When ordering tests of coagulation in stroke patients, one should keep in mind whether the results will influence therapy and/or patient outcome. It is generally not advocated to screen all stroke patients for a “hypercoagulable workup” (Levine, 2005).
Extensive hematological evaluation of unselected patients will yield little useful information. Therefore, most stroke patients can be adequately evaluated with a routine hematological testing. A more thorough evaluation is warranted for patients with previous unexplained thrombotic episodes, combined venous and arterial thrombotic events, positive family history of recurrent thromboembolism, or patients with pathological laboratory findings. In patients with hereditary hematological disorders, studies should be extended to close relatives (Buhler and Mattle, 2009).
Many of these patients may benefit from urgent anticoagulation, steroids, chemotherapy, phlebotomy or plasmatic exchanges (Ombeline et al., 2011). Combining antiplatelet agents with anticoagulant therapy generally causes more bleeding complications and does not increase benefits to the patient (Allan, 2005).
If from clinical history, family history and/or laboratory studies, a patient is felt to have a hypercoagulable state, the decision for long term chronic anticoagulation needs to be individualized (Naveed et al., 2006).
The aim of this review is to highlight the significance of these hematologic and coagulation factors in ischemic stroke, and to assess their impact on treatment and long-term prognosis.

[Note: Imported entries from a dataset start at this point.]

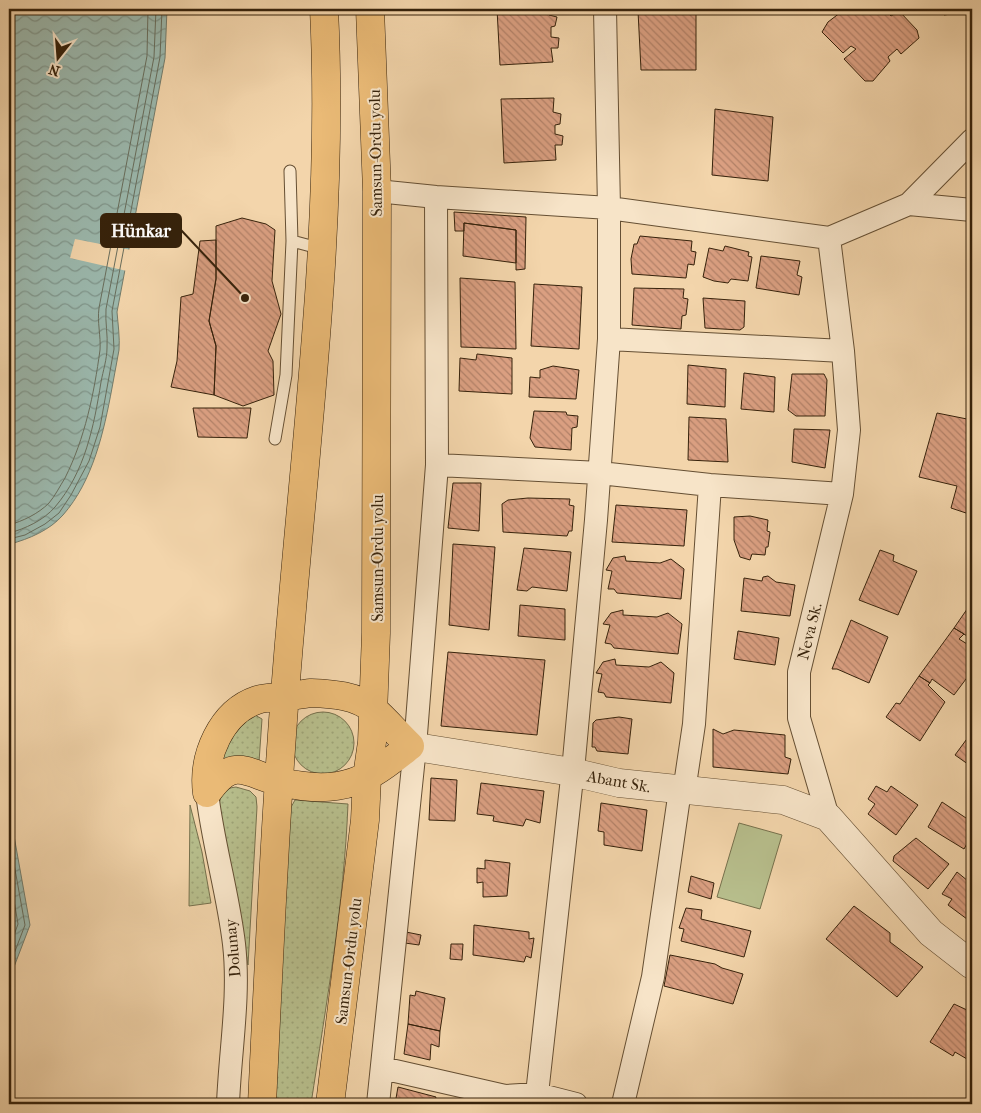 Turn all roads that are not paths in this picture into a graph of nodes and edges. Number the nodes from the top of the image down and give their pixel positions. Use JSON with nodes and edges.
{"nodes":[{"id":1,"x":324,"y":9,"type":"edge"},
{"id":2,"x":370,"y":9,"type":"edge"},
{"id":3,"x":604,"y":9,"type":"edge"},
{"id":4,"x":972,"y":140,"type":"edge"},
{"id":5,"x":290,"y":171,"type":"dead end"},
{"id":6,"x":377,"y":191,"type":"junction"},
{"id":7,"x":436,"y":197,"type":"junction"},
{"id":8,"x":909,"y":204,"type":"junction"},
{"id":9,"x":609,"y":208,"type":"junction"},
{"id":10,"x":972,"y":210,"type":"edge"},
{"id":11,"x":829,"y":238,"type":"junction"},
{"id":12,"x":292,"y":241,"type":"junction"},
{"id":13,"x":322,"y":249,"type":"junction"},
{"id":14,"x":609,"y":338,"type":"junction"},
{"id":15,"x":843,"y":352,"type":"junction"},
{"id":16,"x":275,"y":439,"type":"dead end"},
{"id":17,"x":437,"y":465,"type":"junction"},
{"id":18,"x":600,"y":473,"type":"junction"},
{"id":19,"x":710,"y":485,"type":"junction"},
{"id":20,"x":842,"y":494,"type":"junction"},
{"id":21,"x":284,"y":697,"type":"junction"},
{"id":22,"x":373,"y":709,"type":"junction"},
{"id":23,"x":412,"y":746,"type":"junction"},
{"id":24,"x":572,"y":772,"type":"junction"},
{"id":25,"x":366,"y":777,"type":"junction"},
{"id":26,"x":279,"y":782,"type":"junction"},
{"id":27,"x":680,"y":790,"type":"junction"},
{"id":28,"x":207,"y":793,"type":"junction"},
{"id":29,"x":828,"y":817,"type":"junction"},
{"id":30,"x":972,"y":964,"type":"edge"},
{"id":31,"x":382,"y":1068,"type":"junction"},
{"id":32,"x":537,"y":1094,"type":"junction"},
{"id":33,"x":228,"y":1104,"type":"edge"},
{"id":34,"x":262,"y":1104,"type":"edge"},
{"id":35,"x":330,"y":1104,"type":"edge"},
{"id":36,"x":378,"y":1104,"type":"edge"},
{"id":37,"x":576,"y":1104,"type":"edge"},
{"id":38,"x":623,"y":1104,"type":"edge"}],
"edges":[{"from":1,"to":13,"type":"highway"},
{"from":2,"to":6,"type":"highway","name":"Samsun-Ordu yolu"},
{"from":3,"to":9,"type":"street"},
{"from":4,"to":8,"type":"street"},
{"from":5,"to":12,"type":"lane"},
{"from":6,"to":7,"type":"street"},
{"from":6,"to":22,"type":"highway","name":"Samsun-Ordu yolu"},
{"from":7,"to":9,"type":"street"},
{"from":7,"to":17,"type":"street"},
{"from":8,"to":10,"type":"street"},
{"from":8,"to":11,"type":"street"},
{"from":9,"to":11,"type":"street"},
{"from":9,"to":14,"type":"street"},
{"from":11,"to":15,"type":"street","name":"Neva Sk."},
{"from":12,"to":13,"type":"lane"},
{"from":12,"to":16,"type":"lane"},
{"from":13,"to":21,"type":"highway"},
{"from":14,"to":15,"type":"street"},
{"from":14,"to":18,"type":"street"},
{"from":15,"to":20,"type":"street","name":"Neva Sk."},
{"from":17,"to":18,"type":"street"},
{"from":17,"to":23,"type":"street"},
{"from":18,"to":19,"type":"street"},
{"from":18,"to":24,"type":"street"},
{"from":19,"to":20,"type":"street"},
{"from":19,"to":27,"type":"street"},
{"from":20,"to":29,"type":"street","name":"Neva Sk."},
{"from":21,"to":22,"type":"highway"},
{"from":21,"to":26,"type":"highway"},
{"from":21,"to":28,"type":"highway"},
{"from":22,"to":23,"type":"highway"},
{"from":22,"to":25,"type":"highway","name":"Samsun-Ordu yolu"},
{"from":23,"to":24,"type":"street","name":"Abant Sk."},
{"from":23,"to":25,"type":"highway"},
{"from":23,"to":31,"type":"street"},
{"from":24,"to":27,"type":"street","name":"Abant Sk."},
{"from":24,"to":32,"type":"street"},
{"from":25,"to":26,"type":"highway"},
{"from":25,"to":35,"type":"highway","name":"Samsun-Ordu yolu"},
{"from":26,"to":28,"type":"highway"},
{"from":26,"to":34,"type":"highway"},
{"from":27,"to":29,"type":"street","name":"Abant Sk."},
{"from":27,"to":38,"type":"street"},
{"from":28,"to":33,"type":"street","name":"Dolunay"},
{"from":29,"to":30,"type":"street","name":"Neva Sk."},
{"from":31,"to":32,"type":"street"},
{"from":31,"to":36,"type":"street"},
{"from":32,"to":37,"type":"street"}]} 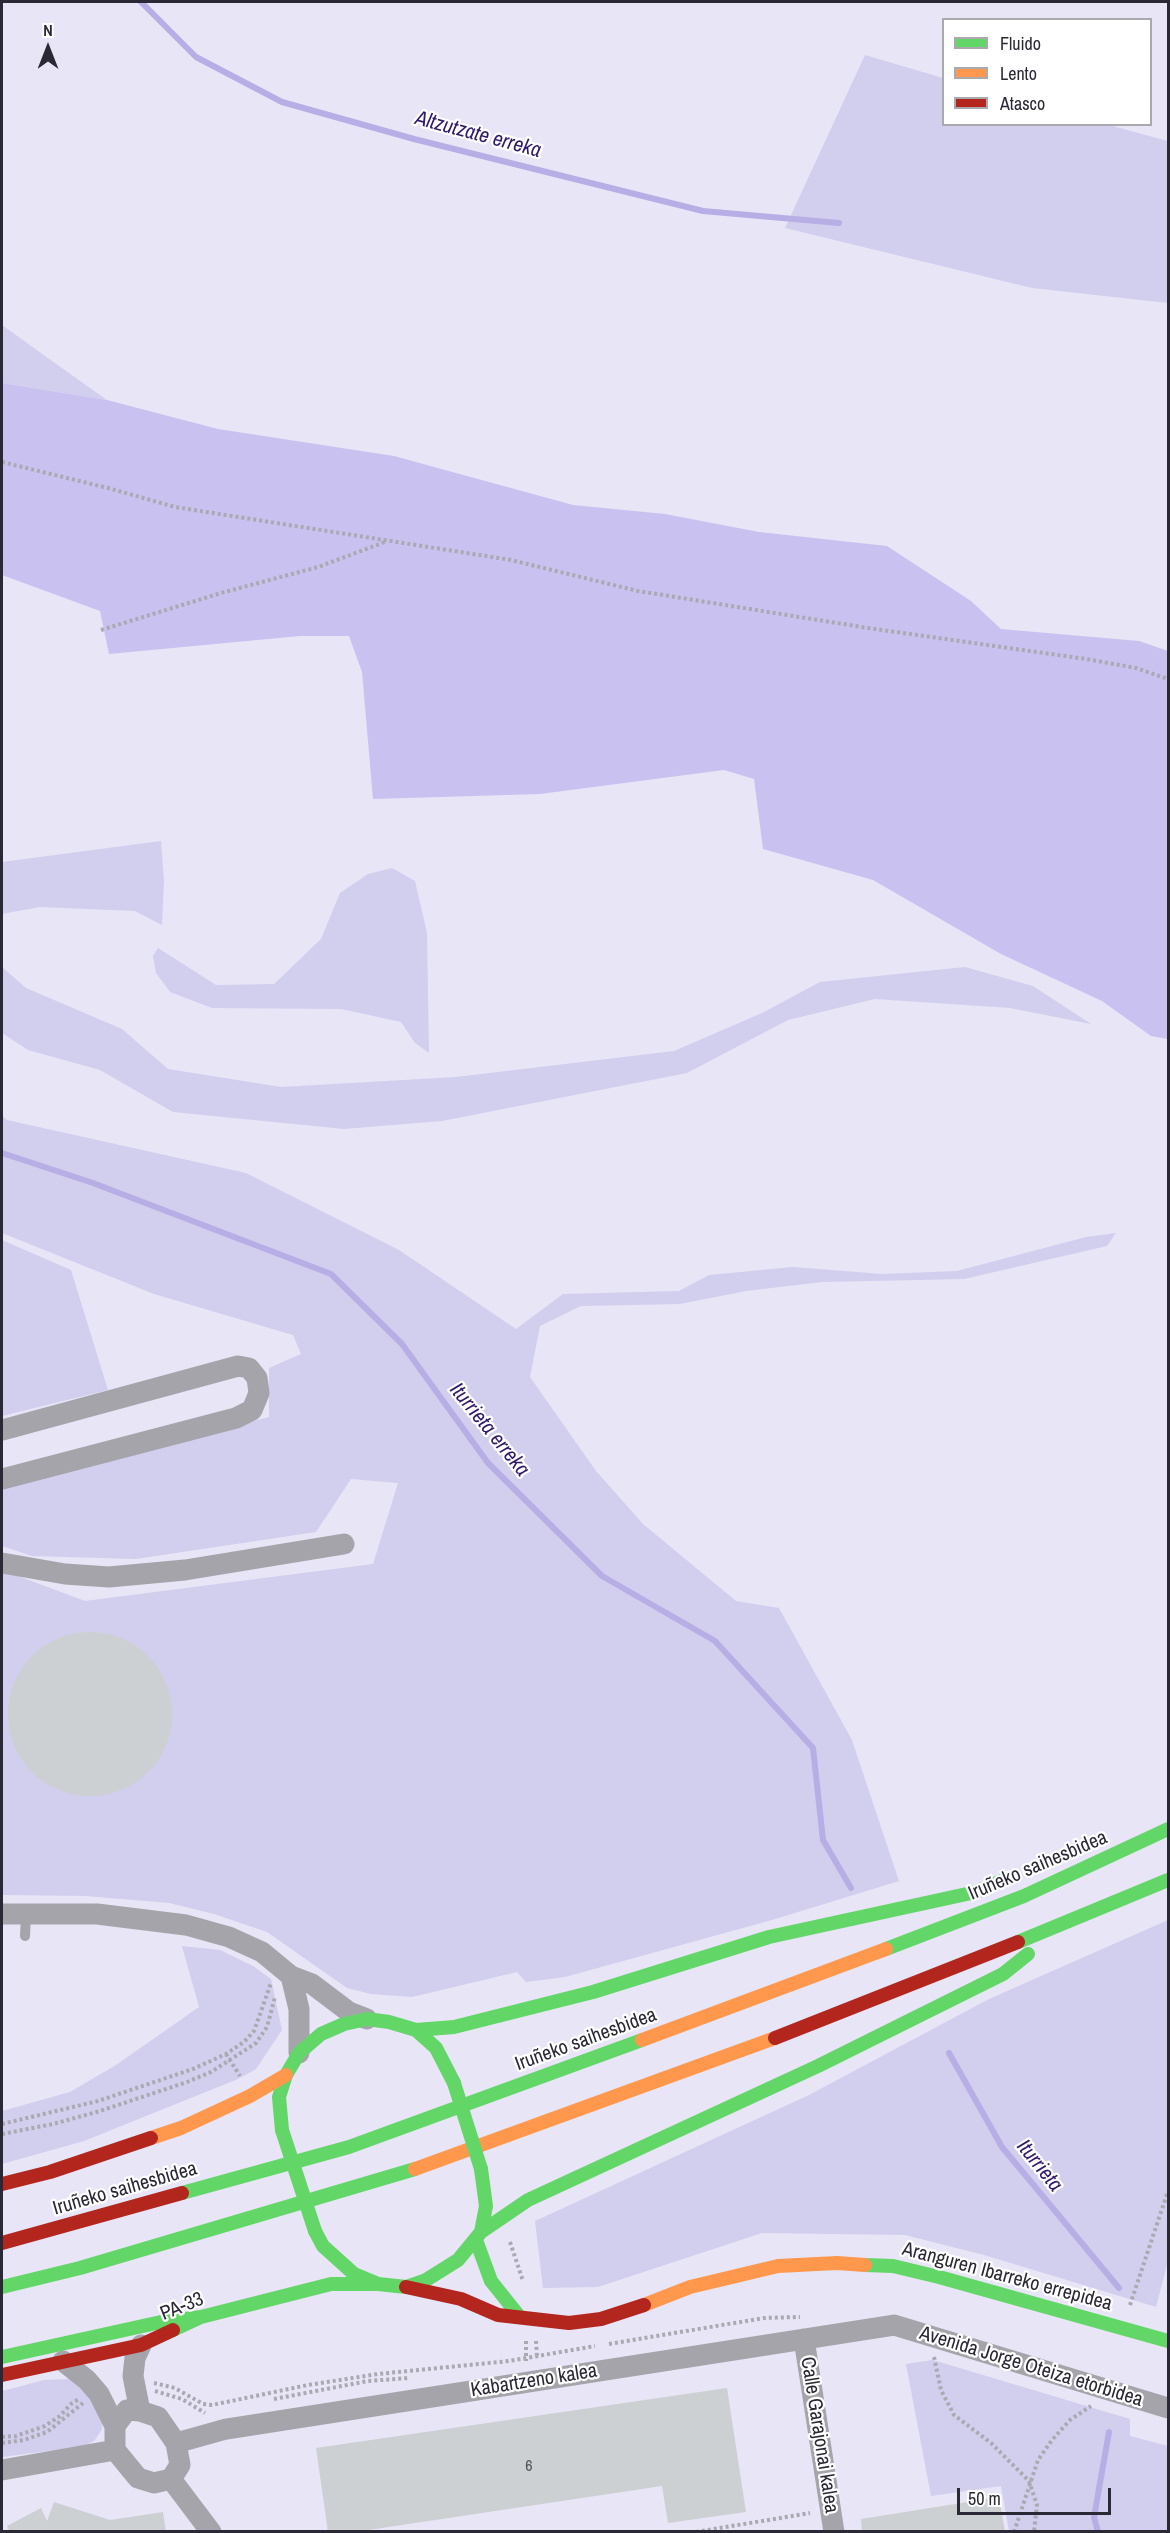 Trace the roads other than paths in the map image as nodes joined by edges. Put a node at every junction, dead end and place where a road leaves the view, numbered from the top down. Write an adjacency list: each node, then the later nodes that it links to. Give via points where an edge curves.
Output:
1 (2, 1430): 2 (street, via 238,1366 249,1368 257,1378 260,1393 252,1410 236,1418)
2 (2, 1479)
3 (344, 1544): 4 (street, via 185,1570 110,1576 65,1574)
4 (2, 1563)
5 (1168, 1830): 23 (main road, Iruñeko saihesbidea, via 1024,1896 349,2147)
6 (1020, 1874): 17 (main road, via 976,1892 769,1937 593,1992 454,2027)
7 (1168, 1880): 20 (main road, via 788,2033)
8 (1168, 1893): 11 (main road)
9 (2, 1914): 10 (street)
10 (26, 1914): 12 (lane); 13 (street, via 97,1914 186,1925 229,1937 262,1952)
11 (1082, 1931)
12 (25, 1936)
13 (282, 1978): 15 (street, via 312,1984 349,2012); 18 (street, via 299,2009)
14 (957, 1981): 22 (main road, via 1033,1952 1003,1974 818,2066 528,2200)
15 (367, 2019): 17 (main road); 18 (main road, via 321,2034)
16 (843, 2026): 20 (main road, via 687,2081)
17 (416, 2030): 22 (main road, bridge, via 436,2048 454,2083 481,2169 486,2206)
18 (298, 2053): 19 (main road)
19 (286, 2075): 21 (main road, via 181,2128); 24 (main road, bridge, via 279,2097 282,2130 315,2231 336,2259 354,2274)
20 (598, 2103): 25 (main road, via 424,2166 80,2268)
21 (2, 2184)
22 (479, 2236): 26 (main road, via 458,2260 426,2280); 27 (main road, via 491,2281)
23 (2, 2242)
24 (378, 2284): 26 (main road, Aranguren Ibarreko errepidea); 28 (main road, PA-33, via 331,2284)
25 (2, 2287)
26 (406, 2287): 27 (main road, Aranguren Ibarreko errepidea, via 460,2299 498,2315)
27 (519, 2316): 31 (main road, Aranguren Ibarreko errepidea, via 569,2323 601,2319 736,2274 778,2266 837,2263 905,2269)
28 (201, 2317): 32 (main road, PA-33); 33 (main road)
29 (894, 2325): 30 (street, Kabartzeno kalea); 36 (street, Avenida Jorge Oteiza etorbidea)
30 (804, 2339): 39 (street, Kabartzeno kalea, via 226,2429); 44 (street, Calle Garajonai kalea)
31 (1168, 2341)
32 (141, 2345): 34 (main road, PA-33); 37 (street, via 135,2358 134,2385)
33 (2, 2357)
34 (63, 2361): 35 (main road, PA-33); 38 (street, via 87,2380 94,2398)
35 (2, 2375)
36 (1168, 2408)
37 (140, 2411): 38 (street, via 127,2410); 39 (street, via 158,2417)
38 (115, 2426): 40 (street)
39 (176, 2443): 42 (street, via 180,2465)
40 (115, 2450): 41 (street); 42 (street, via 138,2478 154,2483)
41 (2, 2470)
42 (171, 2479): 43 (street)
43 (211, 2532)
44 (834, 2532)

This review delineated the existing evidence regarding the association of blood disorders with stroke. we focus on the several hematological and coagulation disorders (the so called hypercoagulable states or thrombophilia) that are associated with ischemic stroke, and summarize the increasing information on the underlying pathophysiological mechanisms, determination of what, where , when and for whom stroke patient, recommended laboratory tests for the workup of hypercoagulable tests should be done, as well as on treatment options.